--- Given information ---
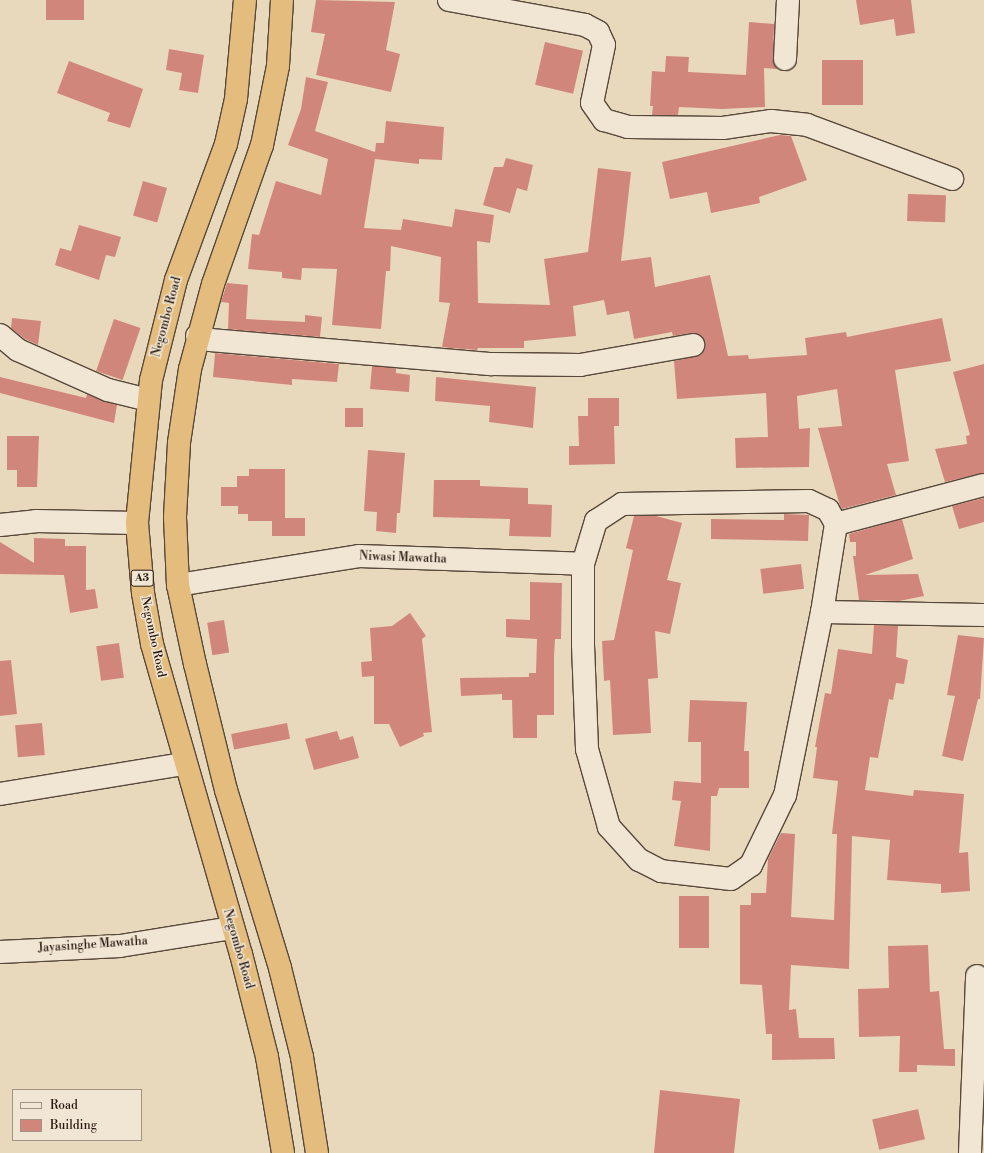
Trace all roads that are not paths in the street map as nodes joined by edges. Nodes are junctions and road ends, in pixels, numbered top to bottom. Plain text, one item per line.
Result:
1 (245, 0) edge
2 (282, 0) edge
3 (449, 0) edge
4 (788, 0) edge
5 (785, 59) dead end
6 (952, 179) dead end
7 (0, 335) edge
8 (197, 336) junction
9 (693, 344) dead end
10 (148, 400) junction
11 (984, 485) edge
12 (137, 523) junction
13 (836, 524) junction
14 (0, 525) edge
15 (583, 564) junction
16 (178, 585) junction
17 (822, 612) junction
18 (984, 615) edge
19 (184, 764) junction
20 (0, 794) edge
21 (233, 928) junction
22 (0, 952) edge
23 (977, 976) dead end
24 (283, 1153) edge
25 (317, 1153) edge
26 (970, 1153) edge

1 - 10 highway, Negombo Road / A3
2 - 8 highway
3 - 6 street
4 - 5 street
7 - 10 street
8 - 9 street
8 - 16 highway
10 - 12 highway, Negombo Road / A3
11 - 13 street
12 - 14 street
12 - 19 highway, Negombo Road / A3
13 - 15 street
13 - 17 street
15 - 16 street, Niwasi Mawatha
15 - 17 street
16 - 25 highway
17 - 18 street
19 - 20 street
19 - 21 highway, Negombo Road / A3
21 - 22 street, Jayasinghe Mawatha
21 - 24 highway, Negombo Road / A3
23 - 26 street

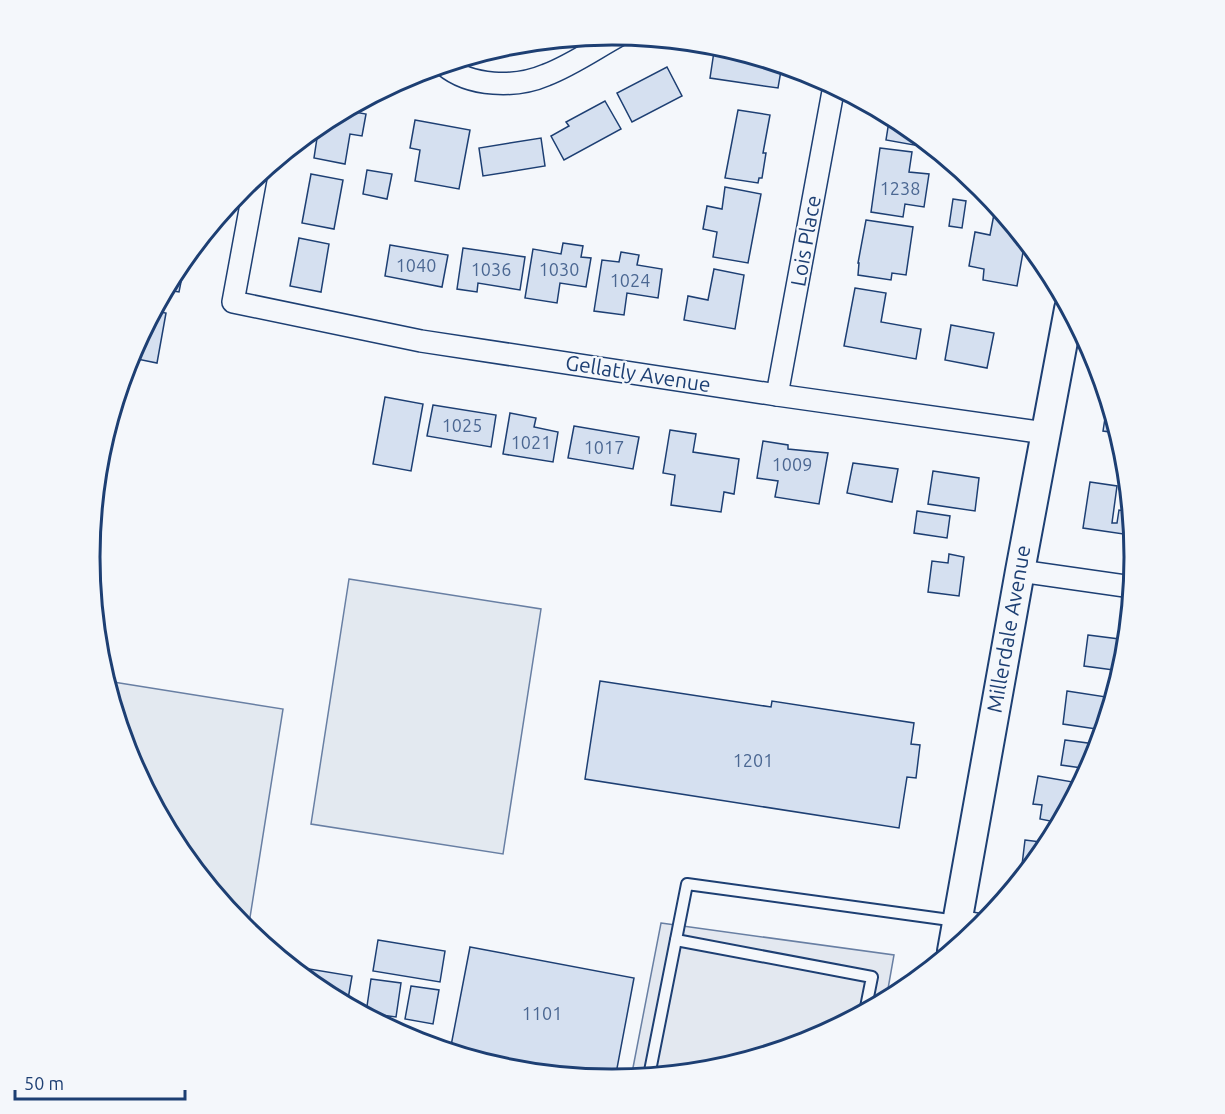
---
• _What you have to do_
Give back all the material exactly, with no pictures.

• _Exercise answer_
Trace all roads that are not paths in the street map as nodes joined by edges. Nodes are junctions and road ends, in pixels, numbered top to bottom. Plain text, one item per line.
Result:
1 (245, 0) edge
2 (282, 0) edge
3 (449, 0) edge
4 (788, 0) edge
5 (785, 59) dead end
6 (952, 179) dead end
7 (0, 335) edge
8 (197, 336) junction
9 (693, 344) dead end
10 (148, 400) junction
11 (984, 485) edge
12 (137, 523) junction
13 (836, 524) junction
14 (0, 525) edge
15 (583, 564) junction
16 (178, 585) junction
17 (822, 612) junction
18 (984, 615) edge
19 (184, 764) junction
20 (0, 794) edge
21 (233, 928) junction
22 (0, 952) edge
23 (977, 976) dead end
24 (283, 1153) edge
25 (317, 1153) edge
26 (970, 1153) edge

1 - 10 highway, Negombo Road / A3
2 - 8 highway
3 - 6 street
4 - 5 street
7 - 10 street
8 - 9 street
8 - 16 highway
10 - 12 highway, Negombo Road / A3
11 - 13 street
12 - 14 street
12 - 19 highway, Negombo Road / A3
13 - 15 street
13 - 17 street
15 - 16 street, Niwasi Mawatha
15 - 17 street
16 - 25 highway
17 - 18 street
19 - 20 street
19 - 21 highway, Negombo Road / A3
21 - 22 street, Jayasinghe Mawatha
21 - 24 highway, Negombo Road / A3
23 - 26 street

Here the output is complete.